-------- Input data --------

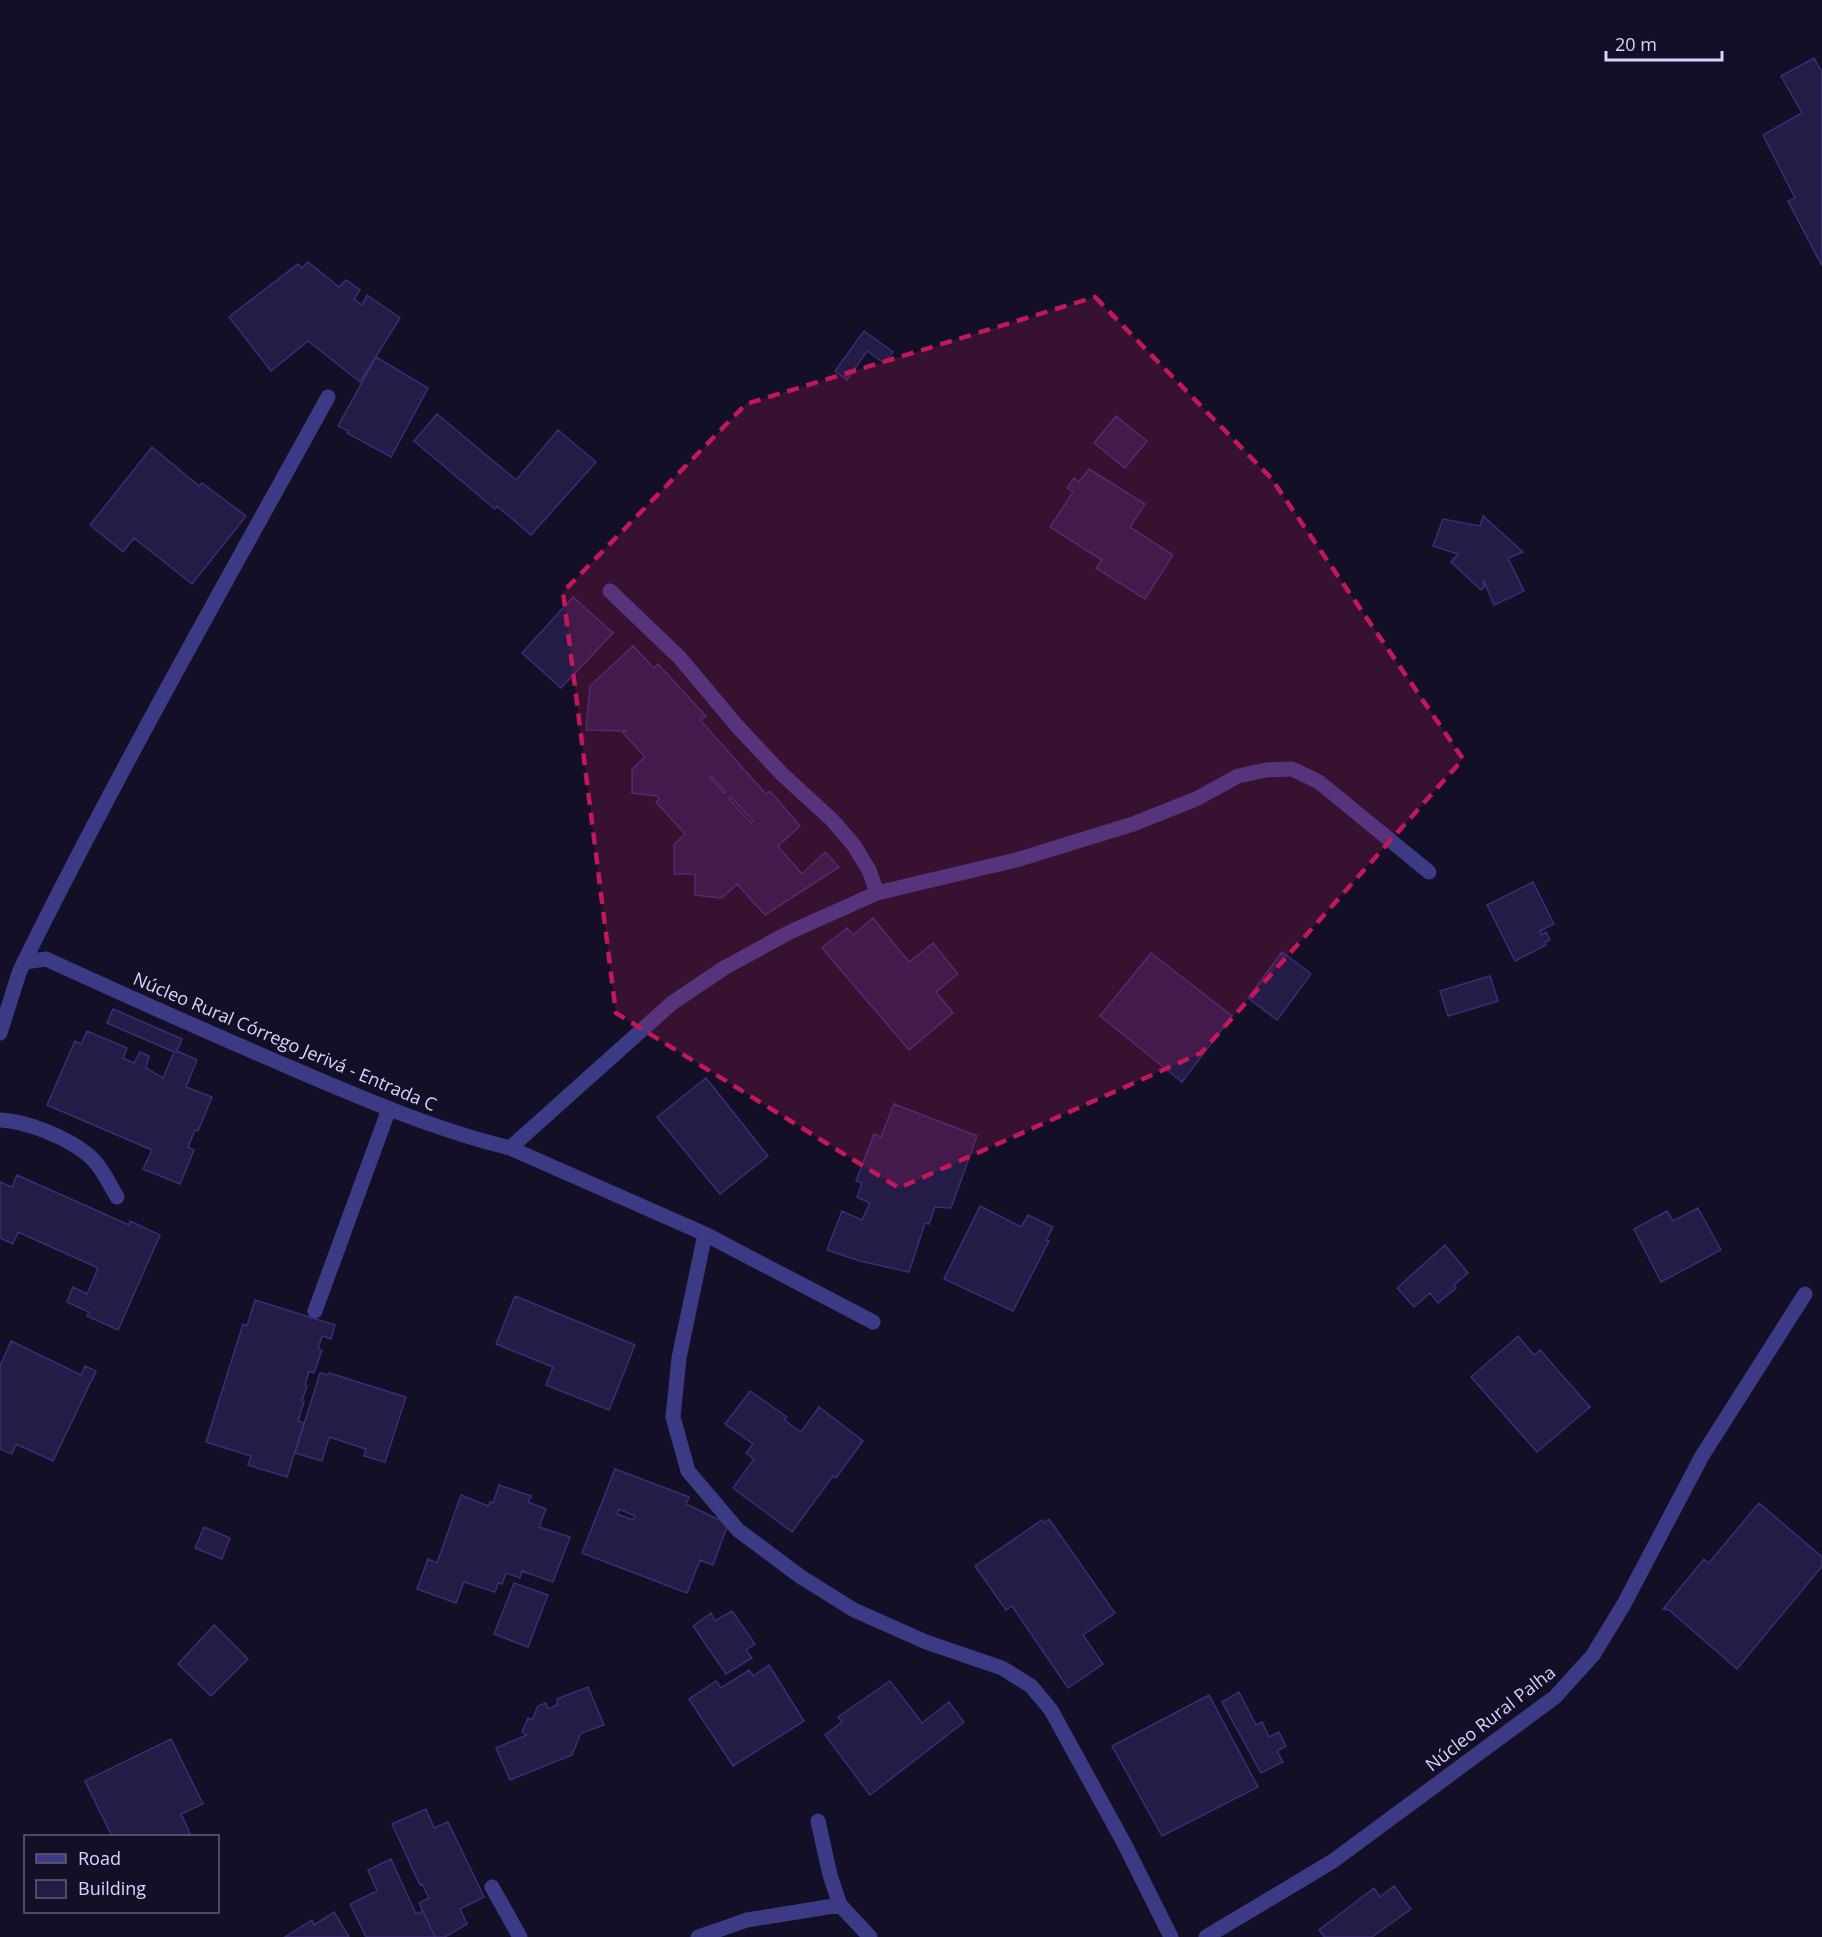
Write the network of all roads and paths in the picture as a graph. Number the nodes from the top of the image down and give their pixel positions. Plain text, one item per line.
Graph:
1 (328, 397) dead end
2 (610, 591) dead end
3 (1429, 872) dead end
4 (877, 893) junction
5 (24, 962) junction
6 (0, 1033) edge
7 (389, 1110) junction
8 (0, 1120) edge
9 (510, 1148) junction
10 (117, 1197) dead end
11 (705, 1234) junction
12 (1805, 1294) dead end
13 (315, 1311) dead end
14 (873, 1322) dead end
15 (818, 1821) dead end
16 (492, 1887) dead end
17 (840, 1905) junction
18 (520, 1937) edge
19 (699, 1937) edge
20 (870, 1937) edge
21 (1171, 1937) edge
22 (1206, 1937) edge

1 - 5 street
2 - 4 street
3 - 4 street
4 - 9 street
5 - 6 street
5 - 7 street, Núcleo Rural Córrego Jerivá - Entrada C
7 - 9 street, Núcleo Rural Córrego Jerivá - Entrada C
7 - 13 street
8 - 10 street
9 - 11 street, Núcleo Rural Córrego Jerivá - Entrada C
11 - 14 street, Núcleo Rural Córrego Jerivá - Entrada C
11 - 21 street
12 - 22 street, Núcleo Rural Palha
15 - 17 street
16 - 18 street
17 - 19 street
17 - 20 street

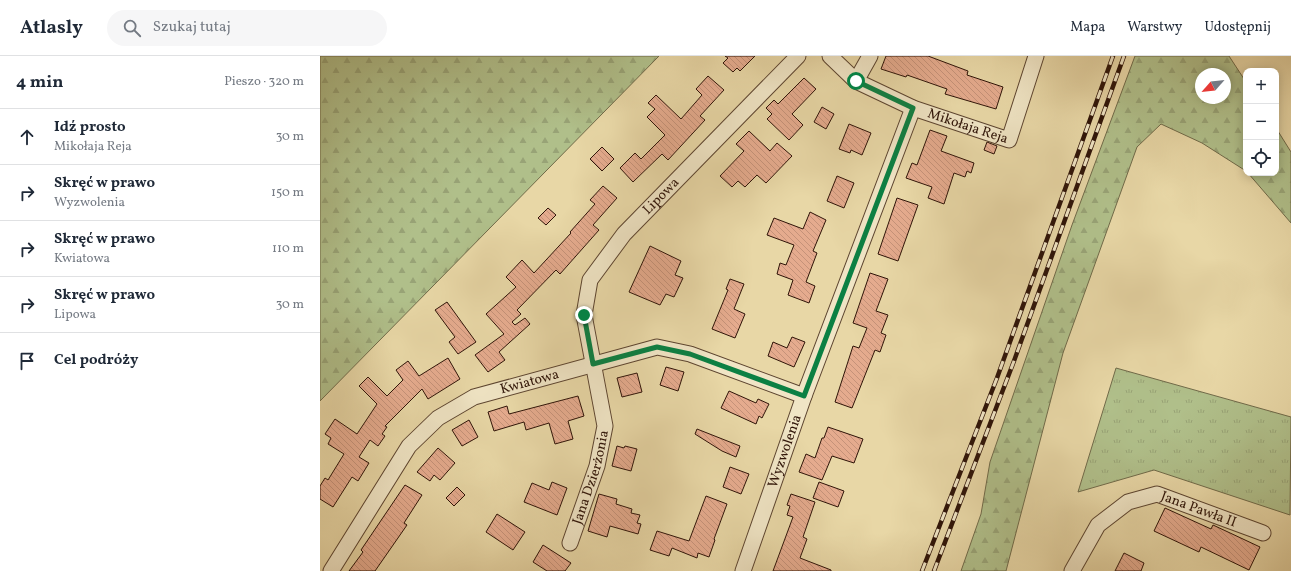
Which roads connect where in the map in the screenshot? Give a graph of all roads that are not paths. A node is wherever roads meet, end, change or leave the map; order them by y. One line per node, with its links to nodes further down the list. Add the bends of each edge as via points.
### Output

--------
-------- Input data --------

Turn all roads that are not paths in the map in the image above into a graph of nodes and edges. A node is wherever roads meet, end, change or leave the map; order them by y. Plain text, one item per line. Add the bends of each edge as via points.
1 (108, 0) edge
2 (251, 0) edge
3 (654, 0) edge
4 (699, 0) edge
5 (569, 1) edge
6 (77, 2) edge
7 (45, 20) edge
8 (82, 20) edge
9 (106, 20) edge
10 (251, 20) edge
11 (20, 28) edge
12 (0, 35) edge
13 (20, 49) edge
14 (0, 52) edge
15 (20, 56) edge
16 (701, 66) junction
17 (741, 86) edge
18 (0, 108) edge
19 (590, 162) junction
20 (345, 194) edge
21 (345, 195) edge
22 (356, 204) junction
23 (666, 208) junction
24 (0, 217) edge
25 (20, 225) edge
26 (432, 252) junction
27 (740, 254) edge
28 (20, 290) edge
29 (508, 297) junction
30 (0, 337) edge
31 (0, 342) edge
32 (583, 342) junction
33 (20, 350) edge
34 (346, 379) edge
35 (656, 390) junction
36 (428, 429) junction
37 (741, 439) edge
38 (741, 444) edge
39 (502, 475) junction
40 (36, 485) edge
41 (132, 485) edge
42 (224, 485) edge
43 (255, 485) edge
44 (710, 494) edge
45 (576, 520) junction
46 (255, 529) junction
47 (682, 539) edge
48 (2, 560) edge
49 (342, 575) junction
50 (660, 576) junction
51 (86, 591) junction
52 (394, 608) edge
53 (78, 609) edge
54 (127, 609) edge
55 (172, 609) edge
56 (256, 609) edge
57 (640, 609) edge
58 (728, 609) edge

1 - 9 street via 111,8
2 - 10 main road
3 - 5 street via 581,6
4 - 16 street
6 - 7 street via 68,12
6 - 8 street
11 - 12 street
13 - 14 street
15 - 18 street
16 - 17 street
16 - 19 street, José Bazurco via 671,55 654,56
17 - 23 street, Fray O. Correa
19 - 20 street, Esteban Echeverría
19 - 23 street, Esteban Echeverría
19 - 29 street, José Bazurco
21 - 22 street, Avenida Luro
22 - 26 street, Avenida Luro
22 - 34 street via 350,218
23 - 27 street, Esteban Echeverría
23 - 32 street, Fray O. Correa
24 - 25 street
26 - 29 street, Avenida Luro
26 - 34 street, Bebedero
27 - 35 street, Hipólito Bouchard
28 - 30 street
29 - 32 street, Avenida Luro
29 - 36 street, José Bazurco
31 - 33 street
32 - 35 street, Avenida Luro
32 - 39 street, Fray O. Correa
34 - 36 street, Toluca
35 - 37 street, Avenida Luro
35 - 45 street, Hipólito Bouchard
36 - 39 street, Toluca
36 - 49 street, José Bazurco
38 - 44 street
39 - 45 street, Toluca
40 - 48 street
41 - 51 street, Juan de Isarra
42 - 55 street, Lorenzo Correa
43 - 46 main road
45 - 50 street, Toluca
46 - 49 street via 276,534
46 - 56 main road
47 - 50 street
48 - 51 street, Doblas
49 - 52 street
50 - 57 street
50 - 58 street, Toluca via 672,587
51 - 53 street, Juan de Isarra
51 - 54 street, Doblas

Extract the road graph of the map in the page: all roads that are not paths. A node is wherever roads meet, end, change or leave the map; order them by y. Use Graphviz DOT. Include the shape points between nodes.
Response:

--------
-------- Input data --------

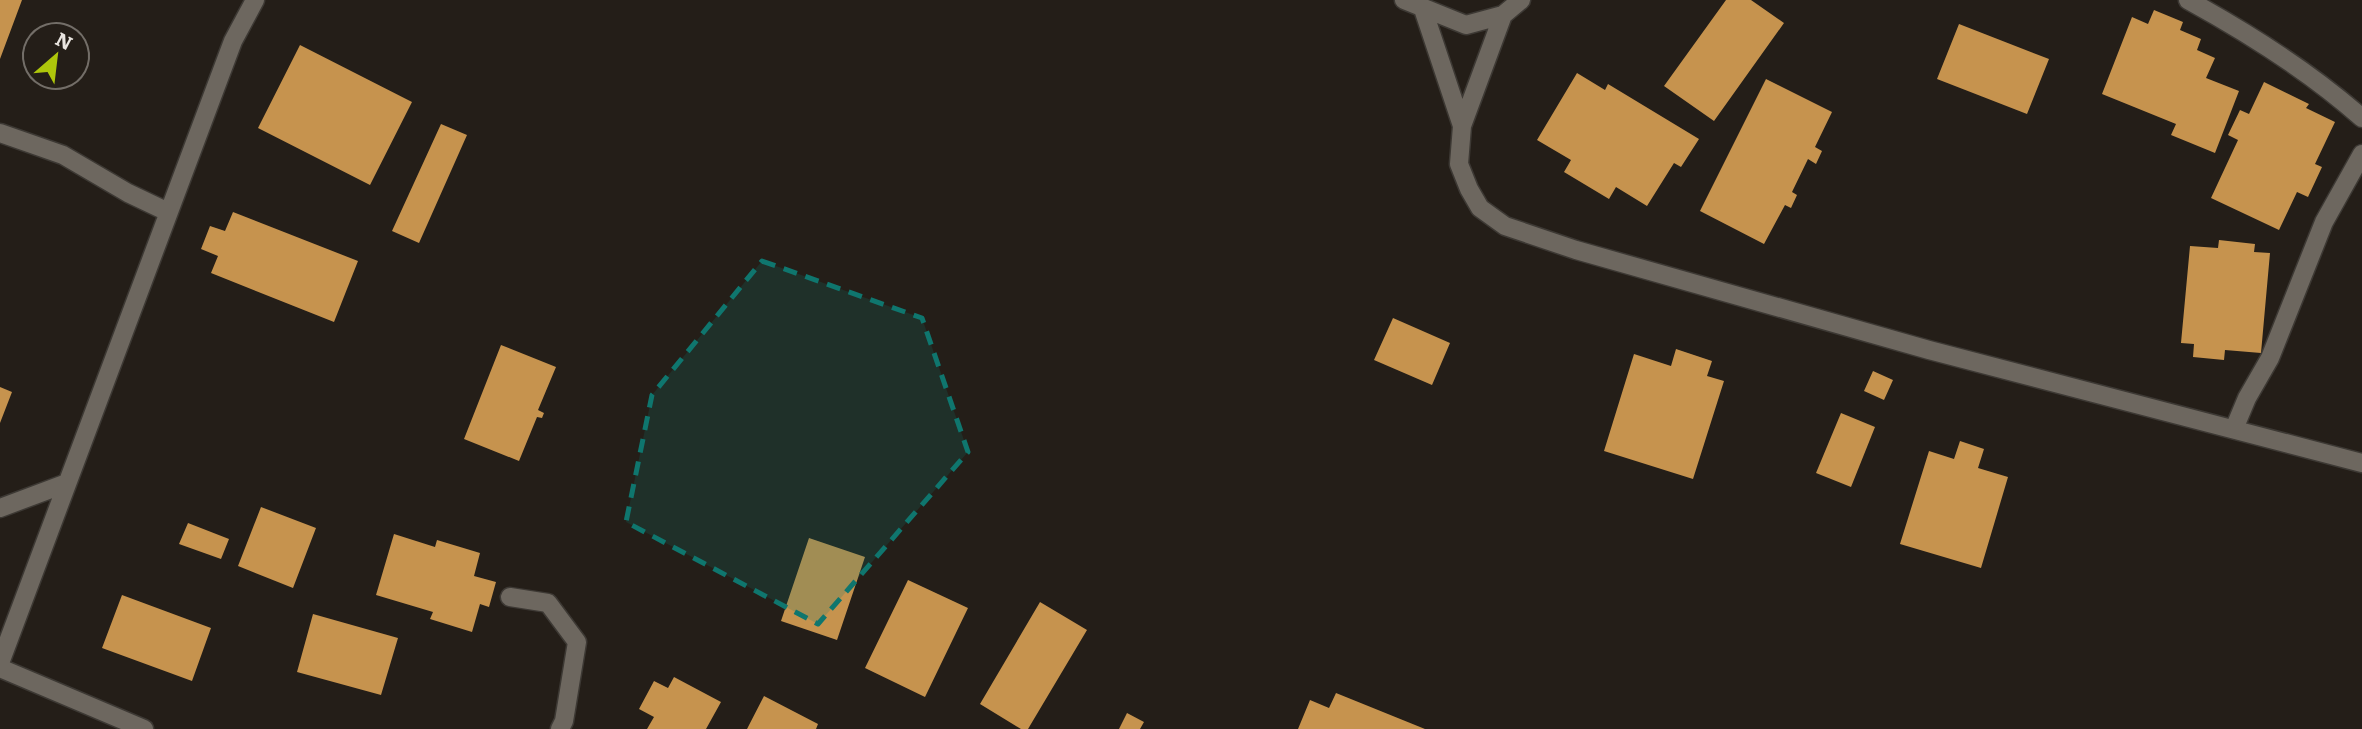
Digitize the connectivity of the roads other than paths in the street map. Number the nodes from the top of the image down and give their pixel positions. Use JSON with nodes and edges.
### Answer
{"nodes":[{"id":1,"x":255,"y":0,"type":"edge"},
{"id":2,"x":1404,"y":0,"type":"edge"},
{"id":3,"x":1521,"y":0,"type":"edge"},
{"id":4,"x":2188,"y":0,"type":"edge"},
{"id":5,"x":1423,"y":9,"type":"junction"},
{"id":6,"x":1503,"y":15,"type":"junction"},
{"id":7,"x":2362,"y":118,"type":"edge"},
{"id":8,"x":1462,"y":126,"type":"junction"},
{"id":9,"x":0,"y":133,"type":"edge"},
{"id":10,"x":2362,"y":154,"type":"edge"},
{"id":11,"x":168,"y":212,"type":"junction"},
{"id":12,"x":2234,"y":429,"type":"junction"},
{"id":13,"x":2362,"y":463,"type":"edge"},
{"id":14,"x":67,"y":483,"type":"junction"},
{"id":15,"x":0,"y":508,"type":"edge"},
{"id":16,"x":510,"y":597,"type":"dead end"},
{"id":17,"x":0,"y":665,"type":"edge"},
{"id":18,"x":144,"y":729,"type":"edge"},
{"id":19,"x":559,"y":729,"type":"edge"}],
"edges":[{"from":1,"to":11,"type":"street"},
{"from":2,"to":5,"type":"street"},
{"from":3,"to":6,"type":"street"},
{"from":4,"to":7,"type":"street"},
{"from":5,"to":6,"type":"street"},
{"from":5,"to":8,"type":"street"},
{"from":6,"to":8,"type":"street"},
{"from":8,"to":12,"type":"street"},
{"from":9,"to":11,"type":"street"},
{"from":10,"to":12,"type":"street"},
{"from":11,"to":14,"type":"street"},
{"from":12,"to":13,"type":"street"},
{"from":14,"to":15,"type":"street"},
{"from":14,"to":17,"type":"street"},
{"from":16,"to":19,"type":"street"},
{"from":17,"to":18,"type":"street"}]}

--------

Give the count, and only the count, of lines in these records that hold the string "their".

Task solution :: 2